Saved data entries
===
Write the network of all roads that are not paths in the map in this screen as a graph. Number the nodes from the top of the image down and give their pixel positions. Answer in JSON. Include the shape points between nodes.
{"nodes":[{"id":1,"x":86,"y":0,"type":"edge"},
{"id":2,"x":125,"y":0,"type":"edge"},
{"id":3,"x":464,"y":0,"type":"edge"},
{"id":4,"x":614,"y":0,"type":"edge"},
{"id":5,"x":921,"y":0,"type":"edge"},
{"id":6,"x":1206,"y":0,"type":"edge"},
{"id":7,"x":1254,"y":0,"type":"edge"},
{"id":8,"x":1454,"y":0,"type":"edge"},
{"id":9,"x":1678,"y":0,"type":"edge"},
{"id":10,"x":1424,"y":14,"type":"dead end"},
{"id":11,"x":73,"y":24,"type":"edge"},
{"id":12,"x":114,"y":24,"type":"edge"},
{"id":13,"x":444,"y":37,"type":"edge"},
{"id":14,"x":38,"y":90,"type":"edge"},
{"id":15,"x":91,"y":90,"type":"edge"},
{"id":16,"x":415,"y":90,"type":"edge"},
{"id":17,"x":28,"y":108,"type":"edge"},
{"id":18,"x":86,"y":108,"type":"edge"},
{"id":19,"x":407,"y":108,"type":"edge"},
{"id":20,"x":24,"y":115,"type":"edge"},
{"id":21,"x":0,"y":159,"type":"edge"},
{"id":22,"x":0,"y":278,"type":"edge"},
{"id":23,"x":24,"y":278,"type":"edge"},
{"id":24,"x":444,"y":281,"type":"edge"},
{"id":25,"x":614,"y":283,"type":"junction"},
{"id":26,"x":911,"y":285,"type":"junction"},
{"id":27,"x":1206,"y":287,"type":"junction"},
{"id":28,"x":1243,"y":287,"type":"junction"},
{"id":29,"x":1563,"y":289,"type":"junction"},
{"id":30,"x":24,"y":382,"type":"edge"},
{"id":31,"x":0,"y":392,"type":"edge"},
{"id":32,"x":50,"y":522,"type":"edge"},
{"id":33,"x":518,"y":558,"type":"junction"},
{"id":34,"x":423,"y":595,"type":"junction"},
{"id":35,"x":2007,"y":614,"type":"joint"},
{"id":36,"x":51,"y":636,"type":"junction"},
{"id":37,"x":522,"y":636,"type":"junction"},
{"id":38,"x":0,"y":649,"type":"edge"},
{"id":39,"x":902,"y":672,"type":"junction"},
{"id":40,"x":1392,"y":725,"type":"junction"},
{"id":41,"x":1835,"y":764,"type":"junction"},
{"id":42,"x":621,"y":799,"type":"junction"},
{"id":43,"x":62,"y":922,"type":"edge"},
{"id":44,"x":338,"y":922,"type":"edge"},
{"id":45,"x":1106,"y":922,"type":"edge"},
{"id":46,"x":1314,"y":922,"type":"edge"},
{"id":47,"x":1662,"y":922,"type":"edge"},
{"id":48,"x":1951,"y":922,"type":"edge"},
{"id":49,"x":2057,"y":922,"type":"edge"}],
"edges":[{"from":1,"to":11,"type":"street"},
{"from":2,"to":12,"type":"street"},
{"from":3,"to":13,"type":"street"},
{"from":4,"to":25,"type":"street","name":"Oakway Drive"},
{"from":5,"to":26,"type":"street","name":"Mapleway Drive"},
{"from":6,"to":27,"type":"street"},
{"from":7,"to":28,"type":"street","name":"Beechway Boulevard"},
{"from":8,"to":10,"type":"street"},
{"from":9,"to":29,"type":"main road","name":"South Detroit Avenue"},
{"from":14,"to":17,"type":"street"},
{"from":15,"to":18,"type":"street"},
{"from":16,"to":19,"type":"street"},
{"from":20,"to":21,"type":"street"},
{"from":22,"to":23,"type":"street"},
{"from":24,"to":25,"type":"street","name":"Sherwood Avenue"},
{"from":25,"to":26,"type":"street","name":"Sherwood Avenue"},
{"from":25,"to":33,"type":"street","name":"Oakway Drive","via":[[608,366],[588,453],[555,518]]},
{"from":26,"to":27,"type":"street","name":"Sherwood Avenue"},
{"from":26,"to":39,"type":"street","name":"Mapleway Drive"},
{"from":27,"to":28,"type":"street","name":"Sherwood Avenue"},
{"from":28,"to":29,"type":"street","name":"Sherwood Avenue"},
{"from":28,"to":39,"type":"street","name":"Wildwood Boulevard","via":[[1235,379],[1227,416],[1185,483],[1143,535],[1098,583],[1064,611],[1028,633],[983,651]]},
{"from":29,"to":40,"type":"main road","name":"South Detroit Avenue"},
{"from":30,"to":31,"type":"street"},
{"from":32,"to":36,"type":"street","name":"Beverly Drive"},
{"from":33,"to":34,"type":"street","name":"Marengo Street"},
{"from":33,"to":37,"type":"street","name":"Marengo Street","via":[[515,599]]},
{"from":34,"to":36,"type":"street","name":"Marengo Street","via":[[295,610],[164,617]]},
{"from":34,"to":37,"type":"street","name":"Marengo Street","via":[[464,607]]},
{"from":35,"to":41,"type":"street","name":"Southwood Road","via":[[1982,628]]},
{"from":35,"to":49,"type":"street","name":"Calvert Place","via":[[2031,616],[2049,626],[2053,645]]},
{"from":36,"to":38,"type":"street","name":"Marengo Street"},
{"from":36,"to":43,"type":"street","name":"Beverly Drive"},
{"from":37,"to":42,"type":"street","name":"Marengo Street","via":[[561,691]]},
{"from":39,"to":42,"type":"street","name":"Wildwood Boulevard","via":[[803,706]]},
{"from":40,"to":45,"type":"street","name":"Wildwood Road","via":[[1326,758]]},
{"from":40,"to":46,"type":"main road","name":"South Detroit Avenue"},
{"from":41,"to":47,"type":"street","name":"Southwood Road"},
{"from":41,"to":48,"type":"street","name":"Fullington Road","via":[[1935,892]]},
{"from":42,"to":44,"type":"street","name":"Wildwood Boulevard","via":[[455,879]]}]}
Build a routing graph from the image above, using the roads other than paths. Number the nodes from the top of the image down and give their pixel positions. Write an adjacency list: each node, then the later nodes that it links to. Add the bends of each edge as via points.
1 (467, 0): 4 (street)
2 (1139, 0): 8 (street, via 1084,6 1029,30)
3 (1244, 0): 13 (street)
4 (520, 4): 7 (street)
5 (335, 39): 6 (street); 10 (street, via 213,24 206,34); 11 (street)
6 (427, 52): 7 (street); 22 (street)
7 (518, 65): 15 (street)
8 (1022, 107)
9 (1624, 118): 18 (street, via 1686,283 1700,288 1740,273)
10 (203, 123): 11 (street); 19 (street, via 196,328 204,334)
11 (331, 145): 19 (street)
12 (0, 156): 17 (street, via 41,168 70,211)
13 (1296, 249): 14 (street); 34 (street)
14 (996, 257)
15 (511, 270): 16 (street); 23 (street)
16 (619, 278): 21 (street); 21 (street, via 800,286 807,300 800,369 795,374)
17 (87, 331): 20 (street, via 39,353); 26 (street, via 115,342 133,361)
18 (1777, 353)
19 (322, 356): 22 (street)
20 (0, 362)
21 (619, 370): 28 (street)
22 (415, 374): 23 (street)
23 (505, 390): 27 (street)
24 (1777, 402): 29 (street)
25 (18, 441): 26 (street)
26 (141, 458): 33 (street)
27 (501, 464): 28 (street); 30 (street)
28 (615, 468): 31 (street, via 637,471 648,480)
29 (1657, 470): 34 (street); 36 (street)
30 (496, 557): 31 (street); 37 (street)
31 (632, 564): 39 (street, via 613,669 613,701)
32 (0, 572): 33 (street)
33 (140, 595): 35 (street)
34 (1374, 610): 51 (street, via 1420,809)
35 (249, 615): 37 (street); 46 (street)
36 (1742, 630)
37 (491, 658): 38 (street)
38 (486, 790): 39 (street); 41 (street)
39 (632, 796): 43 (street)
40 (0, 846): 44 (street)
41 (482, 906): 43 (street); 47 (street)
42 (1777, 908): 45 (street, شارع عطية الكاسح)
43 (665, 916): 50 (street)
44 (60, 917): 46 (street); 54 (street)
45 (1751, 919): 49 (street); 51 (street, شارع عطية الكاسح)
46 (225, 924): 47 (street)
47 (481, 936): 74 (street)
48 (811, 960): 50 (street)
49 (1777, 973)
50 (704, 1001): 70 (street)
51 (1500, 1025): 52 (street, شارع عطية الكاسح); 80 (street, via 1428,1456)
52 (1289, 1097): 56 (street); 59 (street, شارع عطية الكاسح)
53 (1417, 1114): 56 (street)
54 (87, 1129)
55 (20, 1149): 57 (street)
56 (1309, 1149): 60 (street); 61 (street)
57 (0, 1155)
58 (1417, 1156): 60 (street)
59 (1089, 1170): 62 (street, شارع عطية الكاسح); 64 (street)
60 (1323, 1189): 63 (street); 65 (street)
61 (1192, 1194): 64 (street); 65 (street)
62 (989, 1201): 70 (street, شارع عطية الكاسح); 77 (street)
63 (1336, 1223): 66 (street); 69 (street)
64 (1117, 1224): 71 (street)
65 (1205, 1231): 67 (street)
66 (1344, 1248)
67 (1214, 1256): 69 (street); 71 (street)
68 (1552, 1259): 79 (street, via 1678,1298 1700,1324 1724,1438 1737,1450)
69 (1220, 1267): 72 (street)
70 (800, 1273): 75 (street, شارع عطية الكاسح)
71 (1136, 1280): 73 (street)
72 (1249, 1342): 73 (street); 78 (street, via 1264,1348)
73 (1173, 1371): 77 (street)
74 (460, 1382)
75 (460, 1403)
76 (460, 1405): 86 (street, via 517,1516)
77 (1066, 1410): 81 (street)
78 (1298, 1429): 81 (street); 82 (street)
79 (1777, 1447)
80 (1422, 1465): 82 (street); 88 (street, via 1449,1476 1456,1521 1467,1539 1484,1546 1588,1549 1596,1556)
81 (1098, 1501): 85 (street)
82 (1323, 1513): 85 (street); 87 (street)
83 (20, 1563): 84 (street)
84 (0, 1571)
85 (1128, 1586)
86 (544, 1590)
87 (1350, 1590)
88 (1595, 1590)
===
TASK STATEMENT:
Apply a filter for "points" to the entries and show each line that passes.

WRITTEN RESPONSE:
Write the network of all roads that are not paths in the map in this screen as a graph. Number the nodes from the top of the image down and give their pixel positions. Answer in JSON. Include the shape points between nodes.
Build a routing graph from the image above, using the roads other than paths. Number the nodes from the top of the image down and give their pixel positions. Write an adjacency list: each node, then the later nodes that it links to. Add the bends of each edge as via points.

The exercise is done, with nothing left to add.